Eddie Chikamhi Senior Sports Reporter
THE CAF A Licence programme is being reviewed amid concerns that the majority of those who have the badges, especially in this country, have not been featuring in competitive football structures.
There has also been concern that the programme in Zimbabwe could also have, in the past, been used more as a money-making venture than boosting the qualifications of coaches as envisaged by CAF.
ZIFA started offering CAF A courses in 2014, but the programme was discontinued in 2017, disadvantaging a host of coaches who had hoped to attain the badges, and continue their careers.
Zimbabwean coaches apparently were made to pay more than their regional counterparts as they had to fork out $1 000 for the CAF A and $600 for the CAF B badge.
Their Botswana counterparts, in comparison, paid an equivalent of $200 for CAF B.
Interestingly, statistics show that more than 75 local coaches have attained CAF A licences in a country whose main league has 18 clubs.
While the CAF courses are only conducted in English in Zimbabwe, in South Africa they use local languages like Xhosa and Zulu.
It has also emerged that most of those with the CAF A Licence badges in Zimbabwe are teachers, whose higher education levels make it easy for them to pass the tests, but the majority of them are not attached to any competitive football club.
CAF are wondering where those, who have benefited from their A Licence programme, have gone given the majority of them seem to be just hanging those badges in their homes without using the expertise they gained.
This has led to a review of the programme, and suspension of the courses, and this has seen coaches like Joel Luphahla, who wanted to attain such badges, being disadvantaged as ZIFA say they cannot guide a Premiership club without the licence.
Some critics have also questioned how Warriors coach, Sunday Chidzambwa, who does not have a CAF A Licence, is allowed by ZIFA to take charge of the senior national team while someone like Luphahla cannot guide a club in the domestic Premiership.
Chidzambwa attained his coaching badges in Brazil, under the tutelage of the legendary Mario Zagallo, the first man to win the World Cup both as a player and coach.
Zambian coach Fred Mwila, one of his country’s most successful gaffers, was also part of that class.
While the domestic arrangement is unkind to such emerging coaches as Luphahla, who guided his TelOne to the Premiership, the European set-up is accommodative of its up-and-coming crop of coaches.
That is why Steve Gerrard was allowed to start coaching Scottish giants Rangers last year even though he had not yet completed his UEFA Pro-Licence coaching badge.
Luphahla has a CAF B badge.
Veteran coach Moses Chunga, who is also the president of the Soccer Coaches Union of Zimbabwe, yesterday said coaches have been deprived of their careers and urged ZIFA to reconsider their position.
“I think we are getting too bookish in this matter,’’ he said. “Football, by its very nature, is more of practical and we have to take it from there.

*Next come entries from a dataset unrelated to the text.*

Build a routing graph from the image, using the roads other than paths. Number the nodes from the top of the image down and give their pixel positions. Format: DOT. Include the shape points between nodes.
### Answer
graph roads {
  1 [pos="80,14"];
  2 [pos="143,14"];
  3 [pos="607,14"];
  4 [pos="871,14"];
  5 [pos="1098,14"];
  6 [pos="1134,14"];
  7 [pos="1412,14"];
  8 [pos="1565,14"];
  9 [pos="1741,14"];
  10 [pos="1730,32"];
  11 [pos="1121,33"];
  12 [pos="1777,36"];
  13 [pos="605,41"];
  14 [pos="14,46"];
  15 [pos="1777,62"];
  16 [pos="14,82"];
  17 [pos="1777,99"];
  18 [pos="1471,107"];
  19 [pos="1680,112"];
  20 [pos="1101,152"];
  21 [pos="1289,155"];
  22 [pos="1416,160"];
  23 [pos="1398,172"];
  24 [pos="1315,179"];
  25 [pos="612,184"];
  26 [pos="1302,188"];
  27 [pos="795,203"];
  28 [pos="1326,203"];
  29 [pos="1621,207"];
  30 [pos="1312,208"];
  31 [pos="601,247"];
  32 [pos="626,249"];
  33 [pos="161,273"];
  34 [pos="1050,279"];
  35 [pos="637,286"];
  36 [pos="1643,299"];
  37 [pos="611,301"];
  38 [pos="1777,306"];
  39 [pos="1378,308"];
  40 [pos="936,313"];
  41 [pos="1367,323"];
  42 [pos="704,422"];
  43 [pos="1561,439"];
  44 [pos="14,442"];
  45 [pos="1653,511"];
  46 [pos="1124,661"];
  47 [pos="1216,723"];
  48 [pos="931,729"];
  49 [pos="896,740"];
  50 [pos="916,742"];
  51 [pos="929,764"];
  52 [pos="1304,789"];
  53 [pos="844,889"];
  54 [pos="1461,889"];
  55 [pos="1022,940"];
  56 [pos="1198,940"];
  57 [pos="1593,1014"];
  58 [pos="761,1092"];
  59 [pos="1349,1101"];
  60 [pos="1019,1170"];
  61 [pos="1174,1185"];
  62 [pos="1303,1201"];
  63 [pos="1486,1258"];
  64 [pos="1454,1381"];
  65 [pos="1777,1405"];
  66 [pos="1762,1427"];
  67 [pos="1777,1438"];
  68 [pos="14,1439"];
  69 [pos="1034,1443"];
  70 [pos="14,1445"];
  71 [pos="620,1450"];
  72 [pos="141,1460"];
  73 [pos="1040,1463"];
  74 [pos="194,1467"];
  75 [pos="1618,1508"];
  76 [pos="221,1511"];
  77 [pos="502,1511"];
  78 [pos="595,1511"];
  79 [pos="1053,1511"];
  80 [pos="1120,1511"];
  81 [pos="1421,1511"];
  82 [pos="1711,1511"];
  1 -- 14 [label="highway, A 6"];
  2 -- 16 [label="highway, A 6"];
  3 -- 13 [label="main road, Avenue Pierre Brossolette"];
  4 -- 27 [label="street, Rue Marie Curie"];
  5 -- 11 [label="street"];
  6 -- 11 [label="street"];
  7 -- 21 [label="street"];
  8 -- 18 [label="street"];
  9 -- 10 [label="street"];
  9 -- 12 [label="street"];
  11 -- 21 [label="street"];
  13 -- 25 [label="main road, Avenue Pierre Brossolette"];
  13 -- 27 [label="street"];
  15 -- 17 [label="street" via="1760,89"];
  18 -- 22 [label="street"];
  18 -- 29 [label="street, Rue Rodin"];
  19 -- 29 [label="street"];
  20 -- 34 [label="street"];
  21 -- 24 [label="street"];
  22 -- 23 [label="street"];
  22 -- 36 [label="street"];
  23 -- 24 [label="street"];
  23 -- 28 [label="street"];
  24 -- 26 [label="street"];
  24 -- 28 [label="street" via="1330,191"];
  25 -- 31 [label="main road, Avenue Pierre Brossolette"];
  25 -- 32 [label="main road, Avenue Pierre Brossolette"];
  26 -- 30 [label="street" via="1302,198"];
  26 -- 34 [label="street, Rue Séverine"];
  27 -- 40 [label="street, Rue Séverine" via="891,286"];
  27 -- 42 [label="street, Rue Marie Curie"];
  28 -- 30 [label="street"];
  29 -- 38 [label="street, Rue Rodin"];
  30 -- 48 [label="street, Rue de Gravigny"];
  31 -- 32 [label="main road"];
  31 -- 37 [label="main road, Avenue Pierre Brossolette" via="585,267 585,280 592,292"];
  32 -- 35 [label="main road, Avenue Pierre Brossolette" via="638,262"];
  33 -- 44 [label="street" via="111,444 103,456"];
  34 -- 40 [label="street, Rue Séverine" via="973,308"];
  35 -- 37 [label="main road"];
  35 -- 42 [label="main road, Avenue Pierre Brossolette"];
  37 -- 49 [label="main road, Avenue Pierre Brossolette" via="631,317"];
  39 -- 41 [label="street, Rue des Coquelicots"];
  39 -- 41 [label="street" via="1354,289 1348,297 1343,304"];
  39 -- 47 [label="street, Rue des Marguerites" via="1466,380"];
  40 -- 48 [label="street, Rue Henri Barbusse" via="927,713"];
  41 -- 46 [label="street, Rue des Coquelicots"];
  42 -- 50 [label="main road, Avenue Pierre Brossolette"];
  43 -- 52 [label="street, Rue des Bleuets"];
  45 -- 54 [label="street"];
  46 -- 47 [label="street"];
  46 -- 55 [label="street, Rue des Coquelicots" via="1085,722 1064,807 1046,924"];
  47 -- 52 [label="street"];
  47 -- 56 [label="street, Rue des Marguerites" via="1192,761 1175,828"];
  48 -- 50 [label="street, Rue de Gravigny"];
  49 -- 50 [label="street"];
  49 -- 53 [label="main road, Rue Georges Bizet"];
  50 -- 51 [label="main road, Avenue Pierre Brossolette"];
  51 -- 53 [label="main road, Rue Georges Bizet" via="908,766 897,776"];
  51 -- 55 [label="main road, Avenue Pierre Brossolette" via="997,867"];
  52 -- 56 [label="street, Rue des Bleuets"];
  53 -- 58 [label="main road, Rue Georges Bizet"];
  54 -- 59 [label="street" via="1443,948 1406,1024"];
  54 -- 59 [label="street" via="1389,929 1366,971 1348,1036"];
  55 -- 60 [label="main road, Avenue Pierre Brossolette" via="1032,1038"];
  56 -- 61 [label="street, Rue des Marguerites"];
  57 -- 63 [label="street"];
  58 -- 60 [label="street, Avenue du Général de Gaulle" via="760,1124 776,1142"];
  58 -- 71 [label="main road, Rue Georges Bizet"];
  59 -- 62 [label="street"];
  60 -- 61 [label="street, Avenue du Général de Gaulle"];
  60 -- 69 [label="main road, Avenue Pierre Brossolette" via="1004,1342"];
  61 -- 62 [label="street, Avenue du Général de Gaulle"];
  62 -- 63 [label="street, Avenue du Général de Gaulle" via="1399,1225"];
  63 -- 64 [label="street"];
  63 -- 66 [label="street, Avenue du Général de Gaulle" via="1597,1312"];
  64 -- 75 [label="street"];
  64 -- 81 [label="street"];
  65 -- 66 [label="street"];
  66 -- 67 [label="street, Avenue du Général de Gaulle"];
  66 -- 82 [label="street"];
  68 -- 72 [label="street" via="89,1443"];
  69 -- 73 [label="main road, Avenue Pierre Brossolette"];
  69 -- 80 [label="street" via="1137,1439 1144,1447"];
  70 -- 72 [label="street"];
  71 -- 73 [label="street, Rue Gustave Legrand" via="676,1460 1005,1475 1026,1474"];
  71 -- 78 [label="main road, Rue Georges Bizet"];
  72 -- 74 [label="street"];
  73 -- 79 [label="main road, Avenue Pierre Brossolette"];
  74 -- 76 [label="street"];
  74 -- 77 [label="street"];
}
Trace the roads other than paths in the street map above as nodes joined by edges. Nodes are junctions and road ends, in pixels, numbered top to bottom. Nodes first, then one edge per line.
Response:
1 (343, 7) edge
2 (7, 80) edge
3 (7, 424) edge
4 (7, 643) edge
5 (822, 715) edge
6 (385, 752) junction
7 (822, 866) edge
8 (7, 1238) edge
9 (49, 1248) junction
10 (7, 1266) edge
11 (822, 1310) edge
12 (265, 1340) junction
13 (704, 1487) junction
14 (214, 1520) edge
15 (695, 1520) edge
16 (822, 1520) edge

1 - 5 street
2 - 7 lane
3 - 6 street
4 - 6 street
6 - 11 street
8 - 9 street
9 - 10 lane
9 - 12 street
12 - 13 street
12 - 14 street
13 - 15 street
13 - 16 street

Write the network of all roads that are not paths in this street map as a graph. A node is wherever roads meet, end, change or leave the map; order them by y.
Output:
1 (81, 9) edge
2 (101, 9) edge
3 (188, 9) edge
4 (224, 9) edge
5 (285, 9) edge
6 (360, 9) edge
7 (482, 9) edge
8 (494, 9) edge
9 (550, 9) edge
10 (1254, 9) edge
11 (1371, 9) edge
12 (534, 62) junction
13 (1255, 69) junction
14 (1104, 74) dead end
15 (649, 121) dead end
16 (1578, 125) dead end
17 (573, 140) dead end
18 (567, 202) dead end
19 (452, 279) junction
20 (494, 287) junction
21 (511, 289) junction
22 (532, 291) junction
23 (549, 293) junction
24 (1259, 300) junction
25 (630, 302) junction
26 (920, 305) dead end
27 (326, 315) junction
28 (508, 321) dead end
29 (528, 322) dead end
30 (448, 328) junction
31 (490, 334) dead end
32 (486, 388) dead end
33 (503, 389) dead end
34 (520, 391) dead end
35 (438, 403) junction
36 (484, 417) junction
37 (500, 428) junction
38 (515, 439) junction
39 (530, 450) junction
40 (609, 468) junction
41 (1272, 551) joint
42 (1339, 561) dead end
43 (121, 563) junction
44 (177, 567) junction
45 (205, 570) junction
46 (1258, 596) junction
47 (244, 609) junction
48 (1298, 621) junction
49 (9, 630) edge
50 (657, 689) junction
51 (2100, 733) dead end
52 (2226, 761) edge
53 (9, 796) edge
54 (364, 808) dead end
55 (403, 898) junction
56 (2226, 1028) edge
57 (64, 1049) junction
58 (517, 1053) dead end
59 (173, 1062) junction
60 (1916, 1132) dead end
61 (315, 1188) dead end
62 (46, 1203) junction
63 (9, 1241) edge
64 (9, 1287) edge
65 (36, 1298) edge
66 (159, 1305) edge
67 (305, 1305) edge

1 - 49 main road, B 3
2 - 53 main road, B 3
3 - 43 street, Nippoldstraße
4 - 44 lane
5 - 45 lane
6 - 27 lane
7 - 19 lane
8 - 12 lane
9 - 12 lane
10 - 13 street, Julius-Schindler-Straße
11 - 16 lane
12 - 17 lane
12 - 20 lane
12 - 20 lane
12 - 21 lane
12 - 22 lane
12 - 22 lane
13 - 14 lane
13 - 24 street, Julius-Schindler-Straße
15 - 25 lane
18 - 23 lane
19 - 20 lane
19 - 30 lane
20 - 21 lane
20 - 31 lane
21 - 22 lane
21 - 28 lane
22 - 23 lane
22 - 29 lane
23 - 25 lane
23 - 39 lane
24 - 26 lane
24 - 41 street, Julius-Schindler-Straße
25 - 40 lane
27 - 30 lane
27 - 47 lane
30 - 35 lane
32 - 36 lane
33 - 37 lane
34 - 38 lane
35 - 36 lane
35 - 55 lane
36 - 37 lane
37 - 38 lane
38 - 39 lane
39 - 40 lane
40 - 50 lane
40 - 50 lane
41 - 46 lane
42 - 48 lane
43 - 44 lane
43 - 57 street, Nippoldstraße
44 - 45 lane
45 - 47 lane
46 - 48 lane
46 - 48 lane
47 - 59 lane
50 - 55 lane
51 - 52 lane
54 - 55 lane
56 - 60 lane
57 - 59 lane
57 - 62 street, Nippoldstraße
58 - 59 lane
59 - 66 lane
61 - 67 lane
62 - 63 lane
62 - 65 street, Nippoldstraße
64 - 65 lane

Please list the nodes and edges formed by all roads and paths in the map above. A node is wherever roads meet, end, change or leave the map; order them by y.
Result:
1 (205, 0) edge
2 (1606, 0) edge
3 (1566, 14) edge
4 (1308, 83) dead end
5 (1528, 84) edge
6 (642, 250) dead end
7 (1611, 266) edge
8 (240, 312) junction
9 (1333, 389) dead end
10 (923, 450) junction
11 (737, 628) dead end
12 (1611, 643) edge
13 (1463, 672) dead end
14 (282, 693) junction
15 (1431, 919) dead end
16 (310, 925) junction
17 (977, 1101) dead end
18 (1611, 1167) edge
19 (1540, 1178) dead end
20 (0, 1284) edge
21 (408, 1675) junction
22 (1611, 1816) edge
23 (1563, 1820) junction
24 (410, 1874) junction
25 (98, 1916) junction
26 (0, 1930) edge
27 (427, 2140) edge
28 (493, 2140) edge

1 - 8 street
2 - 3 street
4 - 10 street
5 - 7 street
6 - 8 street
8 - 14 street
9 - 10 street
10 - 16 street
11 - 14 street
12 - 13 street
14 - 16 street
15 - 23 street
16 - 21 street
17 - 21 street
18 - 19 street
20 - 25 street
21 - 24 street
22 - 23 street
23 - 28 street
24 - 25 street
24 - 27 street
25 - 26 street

“Some coaches are qualified by experience. They have been there and we have all seen what they have done and suddenly they cannot be bad coaches.
“So, that is why I am pleading with our authorities to look at how they can help such people attain that certification.
“But, right now, ZIFA are not offering the course so why not waiver the requirement until we have the course back on offer.
“Yes, it’s good to further knowledge but the authorities should also look at various considerations. Some people are failing those courses not because they don’t understand football but because the courses are being held in a foreign language.
“I think people should be made to learn in the language they understand. Just like in Spain, they do it in Spanish, in Italy it’s Italian, in Portugal it’s in Portuguese and so on.
“People need to appreciate that English is just a language and not a measure of intelligence.’’
ZIFA board member, Bryton Malandule, said CAF had stopped issuing the licence because the syllabus was undergoing review to meet world expectations.
“It’s not true that we have been limited. What happened is that CAF are reviewing their syllabus to align it with the rest of the world so that a coach can still be able to practice even if he is to move to America or Europe with a badge that is equivalent to the UEFA licence.
“So, it’s not only in Zimbabwe where the coaching courses have been suspended but the whole of Africa. You can check on the internet.
“CAF are interested in ensuring that even the course instructors are highly qualified.
“We are one of the countries that have adopted standardisation as per CAF and FIFA recommendations.’’
Wilson Mtekede told the ZIFA website last year that selection of the right candidates was key.
To ensure quality delivery during courses, class sizes will now be limited to a maximum of 25 participants for CAF A and B licences, and not more than 30 for CAF C courses.